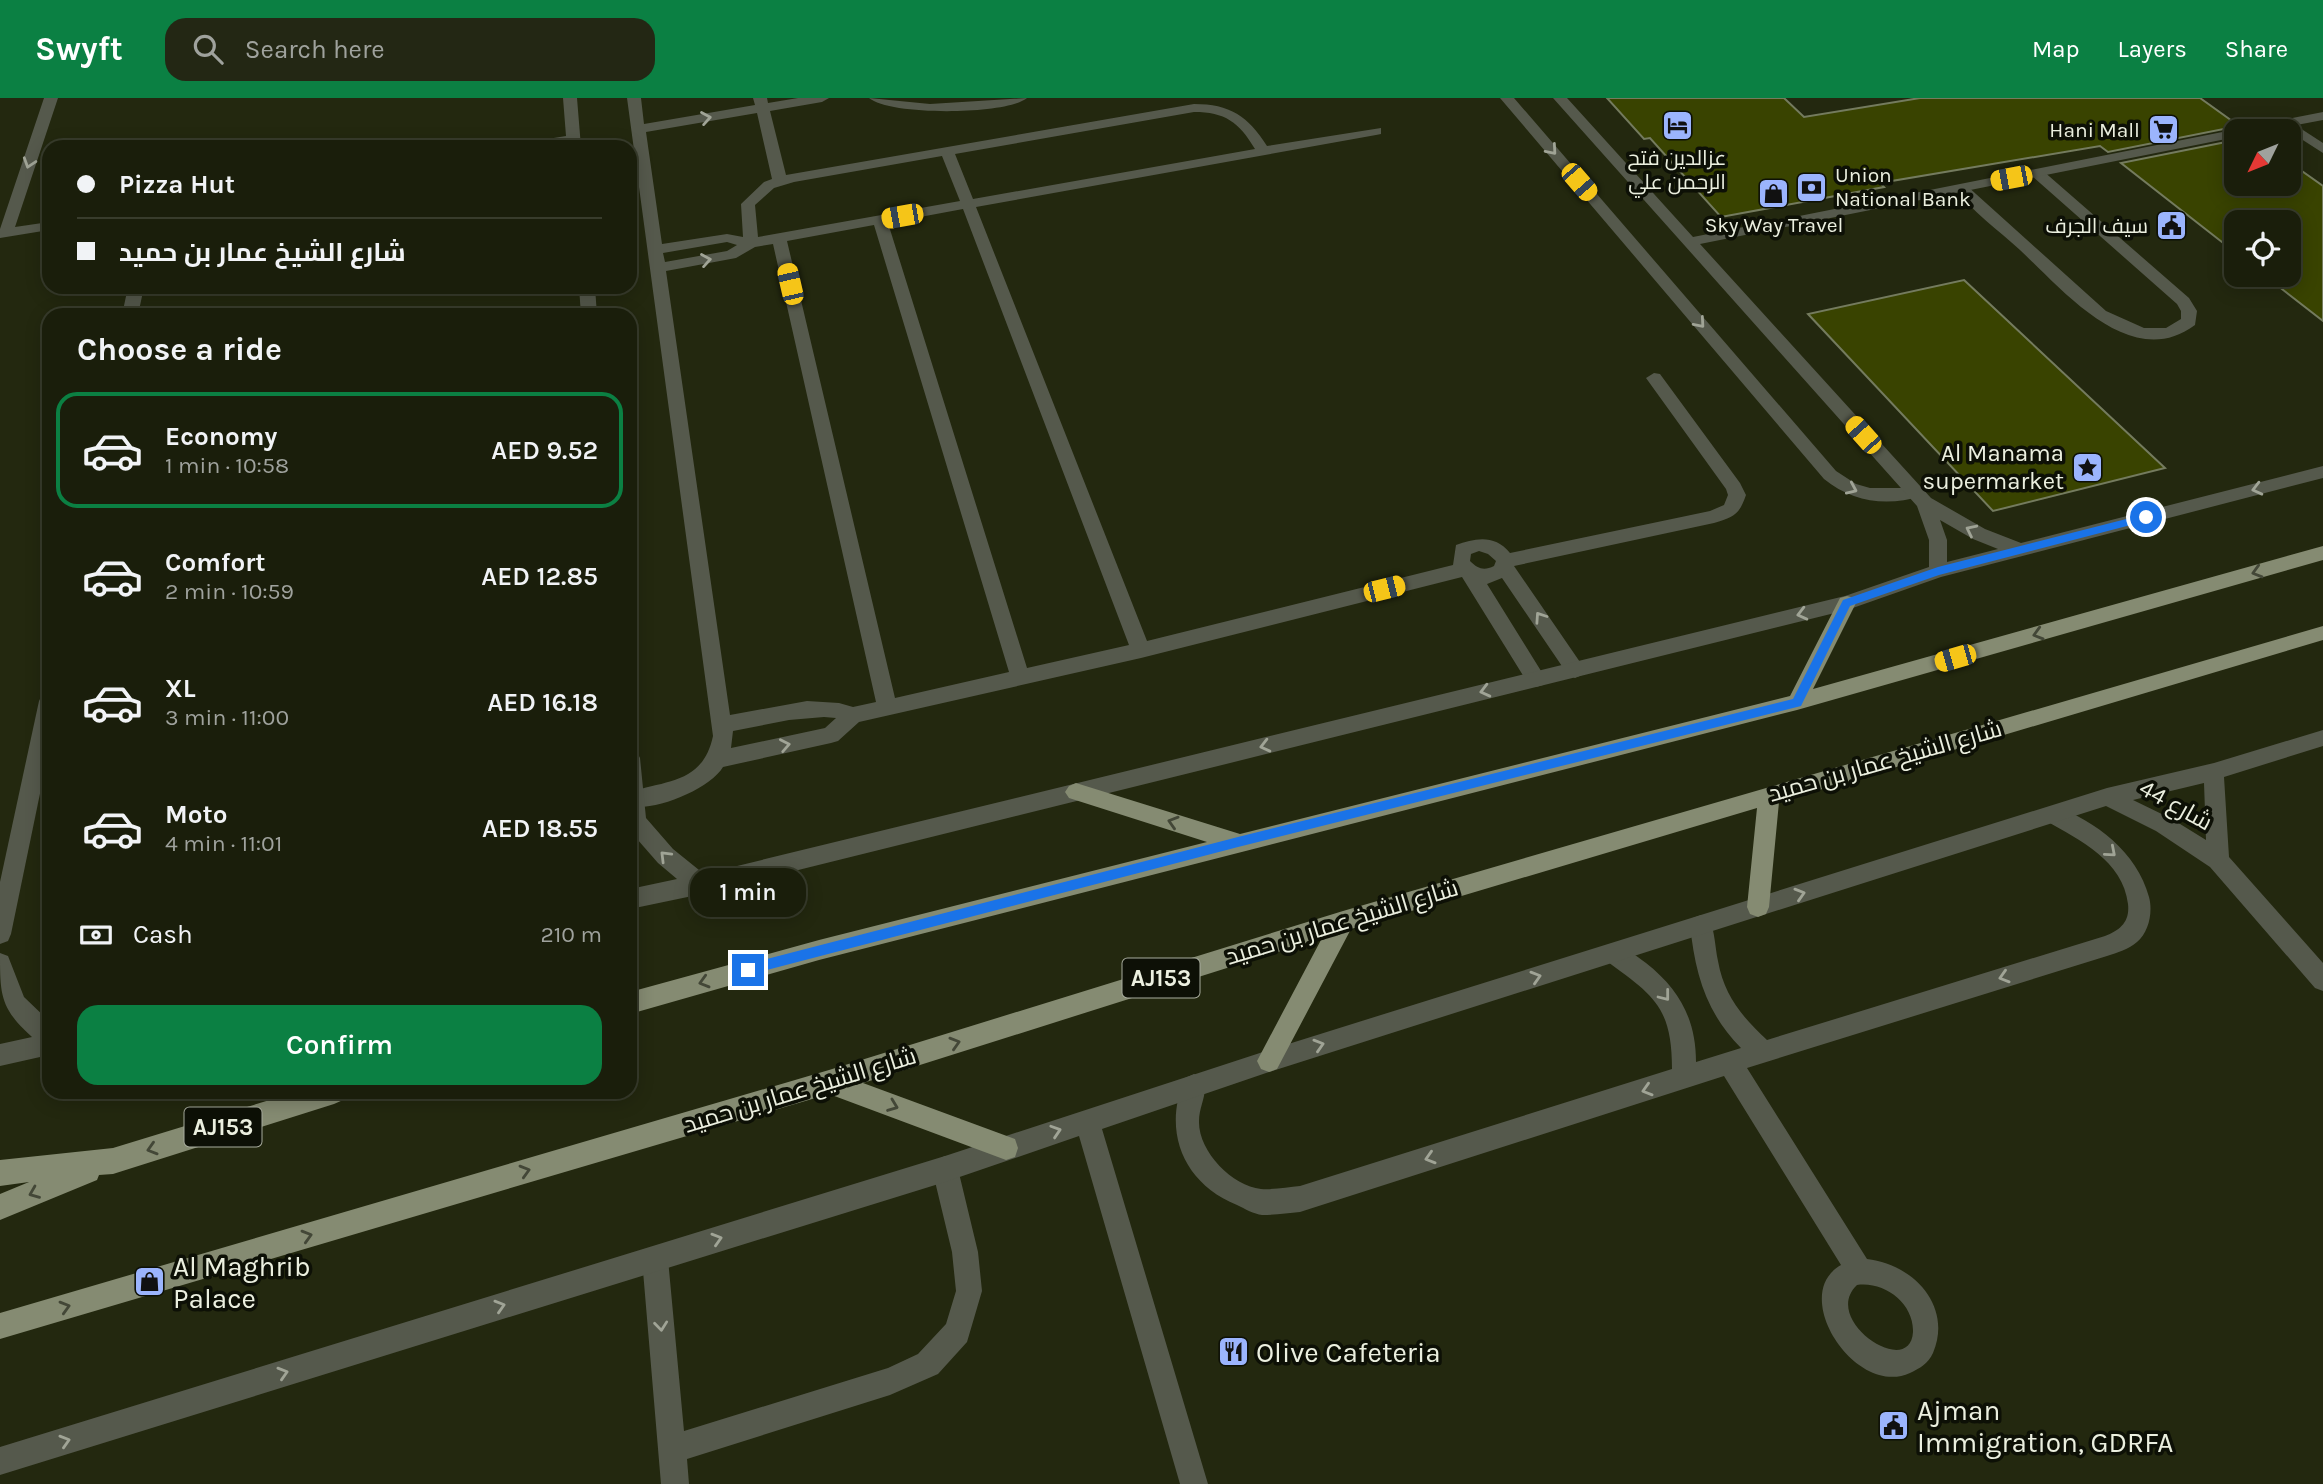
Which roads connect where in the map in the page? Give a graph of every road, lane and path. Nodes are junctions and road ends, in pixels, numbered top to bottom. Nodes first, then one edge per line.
1 (51, 98) edge
2 (570, 98) edge
3 (737, 98) edge
4 (822, 98) edge
5 (876, 98) edge
6 (1020, 98) edge
7 (1507, 98) edge
8 (1560, 98) edge
9 (791, 101) edge
10 (762, 103) edge
11 (636, 114) edge
12 (2323, 116) edge
13 (2301, 120) edge
14 (1376, 131) dead end
15 (2301, 134) edge
16 (2224, 135) edge
17 (573, 140) edge
18 (2323, 149) edge
19 (947, 150) junction
20 (1263, 151) junction
21 (2037, 173) junction
22 (780, 181) junction
23 (1961, 188) junction
24 (969, 204) junction
25 (880, 220) junction
26 (42, 227) edge
27 (3, 233) edge
28 (779, 238) junction
29 (1690, 242) junction
30 (751, 243) junction
31 (654, 250) junction
32 (657, 268) junction
33 (1654, 378) dead end
34 (2323, 472) edge
35 (1920, 498) junction
36 (2020, 550) junction
37 (2323, 553) edge
38 (1505, 563) junction
39 (1468, 571) junction
40 (1938, 571) junction
41 (1847, 603) junction
42 (2323, 633) edge
43 (1141, 650) junction
44 (1575, 670) junction
45 (1020, 677) junction
46 (1536, 678) junction
47 (1797, 702) junction
48 (887, 708) junction
49 (853, 715) junction
50 (722, 725) junction
51 (42, 734) edge
52 (2323, 738) edge
53 (718, 759) junction
54 (2214, 772) junction
55 (1076, 792) junction
56 (1769, 794) junction
57 (2107, 797) junction
58 (2054, 814) junction
59 (637, 816) edge
60 (637, 824) edge
61 (1238, 842) junction
62 (2218, 860) junction
63 (702, 884) junction
64 (637, 898) edge
65 (1758, 907) junction
66 (1343, 921) junction
67 (1701, 925) junction
68 (0, 934) edge
69 (1613, 953) junction
70 (0, 963) edge
71 (2323, 980) edge
72 (637, 1001) edge
73 (42, 1029) edge
74 (42, 1046) edge
75 (1763, 1052) junction
76 (0, 1055) edge
77 (1269, 1061) junction
78 (1730, 1063) junction
79 (1684, 1078) junction
80 (829, 1082) junction
81 (1194, 1086) junction
82 (312, 1099) edge
83 (1087, 1122) junction
84 (1006, 1148) junction
85 (113, 1161) junction
86 (945, 1169) junction
87 (0, 1173) edge
88 (0, 1207) edge
89 (655, 1259) junction
90 (1860, 1271) dead end
91 (0, 1326) edge
92 (673, 1448) junction
93 (0, 1461) edge
94 (675, 1484) edge
95 (1194, 1484) edge

1 -> 27 street
2 - 17 street
3 - 11 street
4 - 9 street
5 - 6 street
7 -> 35 street
8 - 29 street
9 - 10 street
11 -> 10 street
10 - 22 street
11 - 31 street
12 - 13 street
14 - 20 street
15 - 18 street
16 - 21 street
19 - 20 street
19 - 22 street
19 - 24 street
20 - 24 street
21 - 23 street
21 - 23 street
22 - 30 street
23 - 29 street
24 - 25 street
24 - 43 street
25 - 28 street
25 - 45 street
26 - 27 street
28 - 30 street
28 - 48 street
29 - 35 street
30 - 31 street
32 -> 30 street
31 - 32 street
32 - 50 street
33 - 38 street
34 -> 36 street
36 -> 35 street
35 - 40 street
36 - 40 street
37 -> 47 main road
38 - 39 street
38 - 39 street
44 -> 38 street
39 - 43 street
39 - 46 street
40 - 41 street
41 -> 44 street
41 - 47 main road
42 - 56 main road, شارع الشيخ عمار بن حميد / AJ153
43 - 45 street
44 - 46 street
45 - 48 street
46 -> 55 street
47 - 61 main road
48 - 49 street
49 - 50 street
53 -> 49 street
50 - 53 street
51 - 68 street
52 - 54 street
53 - 59 street
54 - 57 street
54 - 62 street, شارع 44
61 -> 55 main road
55 - 63 street
56 - 65 main road
56 - 66 main road, شارع الشيخ عمار بن حميد / AJ153
57 - 58 street
57 - 62 street, شارع 44
65 -> 58 street
58 -> 75 street
63 -> 60 street
61 -> 72 main road
62 - 71 street, شارع 44
63 - 64 street
65 - 67 street
66 - 77 main road
80 -> 66 main road, شارع الشيخ عمار بن حميد / AJ153
67 - 69 street
67 - 75 street
77 -> 69 street
69 -> 79 street
70 - 73 street
74 - 76 street
75 - 78 street
77 - 81 street
78 - 79 street
78 - 90 street
79 -> 81 street
80 -> 84 main road
91 -> 80 main road, شارع الشيخ عمار بن حميد / AJ153
81 - 83 street
82 -> 85 main road, AJ153
84 -> 83 street
83 - 95 street
84 - 86 street
85 - 87 main road, AJ153
85 -> 88 main road
89 -> 86 street
86 - 92 street
89 -> 92 street
93 -> 89 street
92 - 94 street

··········

**Work instruction:**
Repeat the entries verbatim; no pictures.

**Output of the exercise:**
Which roads connect where in the map in the page? Give a graph of every road, lane and path. Nodes are junctions and road ends, in pixels, numbered top to bottom. Nodes first, then one edge per line.
1 (51, 98) edge
2 (570, 98) edge
3 (737, 98) edge
4 (822, 98) edge
5 (876, 98) edge
6 (1020, 98) edge
7 (1507, 98) edge
8 (1560, 98) edge
9 (791, 101) edge
10 (762, 103) edge
11 (636, 114) edge
12 (2323, 116) edge
13 (2301, 120) edge
14 (1376, 131) dead end
15 (2301, 134) edge
16 (2224, 135) edge
17 (573, 140) edge
18 (2323, 149) edge
19 (947, 150) junction
20 (1263, 151) junction
21 (2037, 173) junction
22 (780, 181) junction
23 (1961, 188) junction
24 (969, 204) junction
25 (880, 220) junction
26 (42, 227) edge
27 (3, 233) edge
28 (779, 238) junction
29 (1690, 242) junction
30 (751, 243) junction
31 (654, 250) junction
32 (657, 268) junction
33 (1654, 378) dead end
34 (2323, 472) edge
35 (1920, 498) junction
36 (2020, 550) junction
37 (2323, 553) edge
38 (1505, 563) junction
39 (1468, 571) junction
40 (1938, 571) junction
41 (1847, 603) junction
42 (2323, 633) edge
43 (1141, 650) junction
44 (1575, 670) junction
45 (1020, 677) junction
46 (1536, 678) junction
47 (1797, 702) junction
48 (887, 708) junction
49 (853, 715) junction
50 (722, 725) junction
51 (42, 734) edge
52 (2323, 738) edge
53 (718, 759) junction
54 (2214, 772) junction
55 (1076, 792) junction
56 (1769, 794) junction
57 (2107, 797) junction
58 (2054, 814) junction
59 (637, 816) edge
60 (637, 824) edge
61 (1238, 842) junction
62 (2218, 860) junction
63 (702, 884) junction
64 (637, 898) edge
65 (1758, 907) junction
66 (1343, 921) junction
67 (1701, 925) junction
68 (0, 934) edge
69 (1613, 953) junction
70 (0, 963) edge
71 (2323, 980) edge
72 (637, 1001) edge
73 (42, 1029) edge
74 (42, 1046) edge
75 (1763, 1052) junction
76 (0, 1055) edge
77 (1269, 1061) junction
78 (1730, 1063) junction
79 (1684, 1078) junction
80 (829, 1082) junction
81 (1194, 1086) junction
82 (312, 1099) edge
83 (1087, 1122) junction
84 (1006, 1148) junction
85 (113, 1161) junction
86 (945, 1169) junction
87 (0, 1173) edge
88 (0, 1207) edge
89 (655, 1259) junction
90 (1860, 1271) dead end
91 (0, 1326) edge
92 (673, 1448) junction
93 (0, 1461) edge
94 (675, 1484) edge
95 (1194, 1484) edge

1 -> 27 street
2 - 17 street
3 - 11 street
4 - 9 street
5 - 6 street
7 -> 35 street
8 - 29 street
9 - 10 street
11 -> 10 street
10 - 22 street
11 - 31 street
12 - 13 street
14 - 20 street
15 - 18 street
16 - 21 street
19 - 20 street
19 - 22 street
19 - 24 street
20 - 24 street
21 - 23 street
21 - 23 street
22 - 30 street
23 - 29 street
24 - 25 street
24 - 43 street
25 - 28 street
25 - 45 street
26 - 27 street
28 - 30 street
28 - 48 street
29 - 35 street
30 - 31 street
32 -> 30 street
31 - 32 street
32 - 50 street
33 - 38 street
34 -> 36 street
36 -> 35 street
35 - 40 street
36 - 40 street
37 -> 47 main road
38 - 39 street
38 - 39 street
44 -> 38 street
39 - 43 street
39 - 46 street
40 - 41 street
41 -> 44 street
41 - 47 main road
42 - 56 main road, شارع الشيخ عمار بن حميد / AJ153
43 - 45 street
44 - 46 street
45 - 48 street
46 -> 55 street
47 - 61 main road
48 - 49 street
49 - 50 street
53 -> 49 street
50 - 53 street
51 - 68 street
52 - 54 street
53 - 59 street
54 - 57 street
54 - 62 street, شارع 44
61 -> 55 main road
55 - 63 street
56 - 65 main road
56 - 66 main road, شارع الشيخ عمار بن حميد / AJ153
57 - 58 street
57 - 62 street, شارع 44
65 -> 58 street
58 -> 75 street
63 -> 60 street
61 -> 72 main road
62 - 71 street, شارع 44
63 - 64 street
65 - 67 street
66 - 77 main road
80 -> 66 main road, شارع الشيخ عمار بن حميد / AJ153
67 - 69 street
67 - 75 street
77 -> 69 street
69 -> 79 street
70 - 73 street
74 - 76 street
75 - 78 street
77 - 81 street
78 - 79 street
78 - 90 street
79 -> 81 street
80 -> 84 main road
91 -> 80 main road, شارع الشيخ عمار بن حميد / AJ153
81 - 83 street
82 -> 85 main road, AJ153
84 -> 83 street
83 - 95 street
84 - 86 street
85 - 87 main road, AJ153
85 -> 88 main road
89 -> 86 street
86 - 92 street
89 -> 92 street
93 -> 89 street
92 - 94 street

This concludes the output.